EXERCISE MATERIALS:
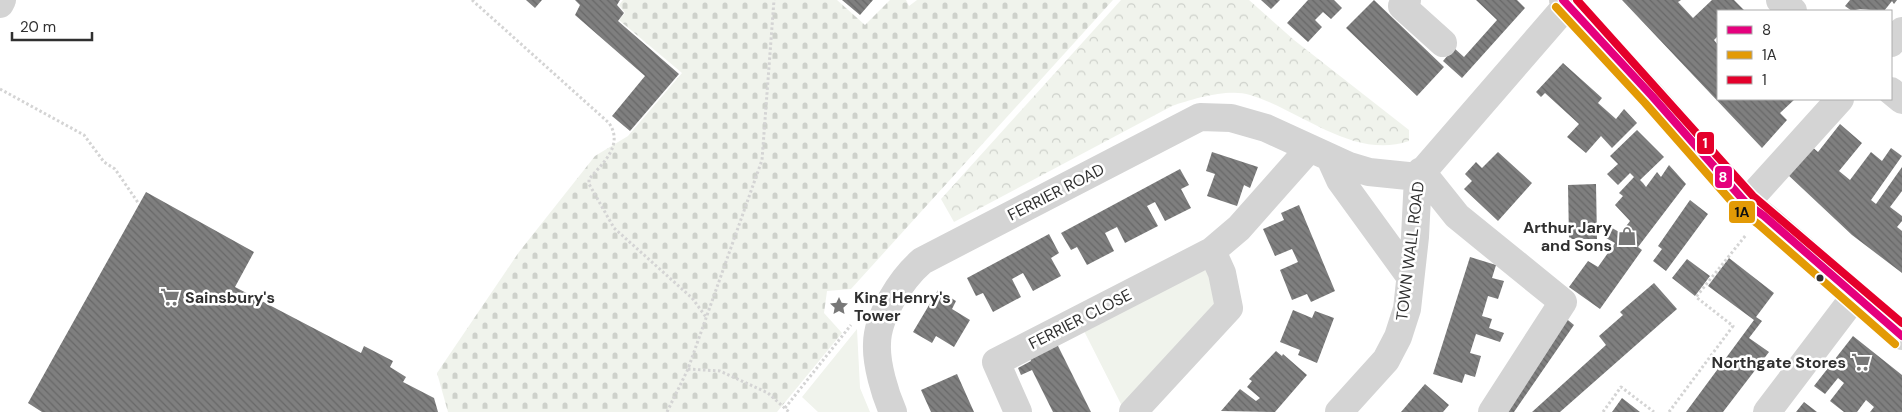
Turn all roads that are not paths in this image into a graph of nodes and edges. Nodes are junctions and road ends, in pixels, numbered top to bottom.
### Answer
1 (2, 0) edge
2 (1407, 0) edge
3 (1780, 0) edge
4 (1565, 2) edge
5 (0, 3) edge
6 (1792, 10) edge
7 (1902, 31) edge
8 (1892, 42) edge
9 (1443, 43) dead end
10 (1892, 92) edge
11 (1839, 100) edge
12 (1902, 100) edge
13 (1320, 153) junction
14 (1419, 174) junction
15 (1755, 210) junction
16 (1212, 251) junction
17 (1409, 275) junction
18 (1855, 296) junction
19 (1902, 336) edge
20 (889, 404) edge
21 (1018, 412) edge
22 (1133, 412) edge
23 (1339, 412) edge
24 (1492, 412) edge
25 (1767, 412) edge

1 - 5 street
2 - 9 street
3 - 6 street
4 - 14 street, TOWN WALL ROAD
4 - 15 street
7 - 8 street
10 - 12 street
11 - 15 street
13 - 14 street, FERRIER ROAD
13 - 16 street, FERRIER CLOSE
13 - 17 street
13 - 20 street, FERRIER ROAD
14 - 17 street, TOWN WALL ROAD
14 - 24 street
15 - 18 street
16 - 21 street, FERRIER CLOSE
16 - 22 street
17 - 23 street, TOWN WALL ROAD
18 - 19 street
18 - 25 street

TASK OBJECTIVE:
All the lines above are to be reproduced exactly, except the pictures.

REPLY:
Turn all roads that are not paths in this image into a graph of nodes and edges. Nodes are junctions and road ends, in pixels, numbered top to bottom.
### Answer
1 (2, 0) edge
2 (1407, 0) edge
3 (1780, 0) edge
4 (1565, 2) edge
5 (0, 3) edge
6 (1792, 10) edge
7 (1902, 31) edge
8 (1892, 42) edge
9 (1443, 43) dead end
10 (1892, 92) edge
11 (1839, 100) edge
12 (1902, 100) edge
13 (1320, 153) junction
14 (1419, 174) junction
15 (1755, 210) junction
16 (1212, 251) junction
17 (1409, 275) junction
18 (1855, 296) junction
19 (1902, 336) edge
20 (889, 404) edge
21 (1018, 412) edge
22 (1133, 412) edge
23 (1339, 412) edge
24 (1492, 412) edge
25 (1767, 412) edge

1 - 5 street
2 - 9 street
3 - 6 street
4 - 14 street, TOWN WALL ROAD
4 - 15 street
7 - 8 street
10 - 12 street
11 - 15 street
13 - 14 street, FERRIER ROAD
13 - 16 street, FERRIER CLOSE
13 - 17 street
13 - 20 street, FERRIER ROAD
14 - 17 street, TOWN WALL ROAD
14 - 24 street
15 - 18 street
16 - 21 street, FERRIER CLOSE
16 - 22 street
17 - 23 street, TOWN WALL ROAD
18 - 19 street
18 - 25 street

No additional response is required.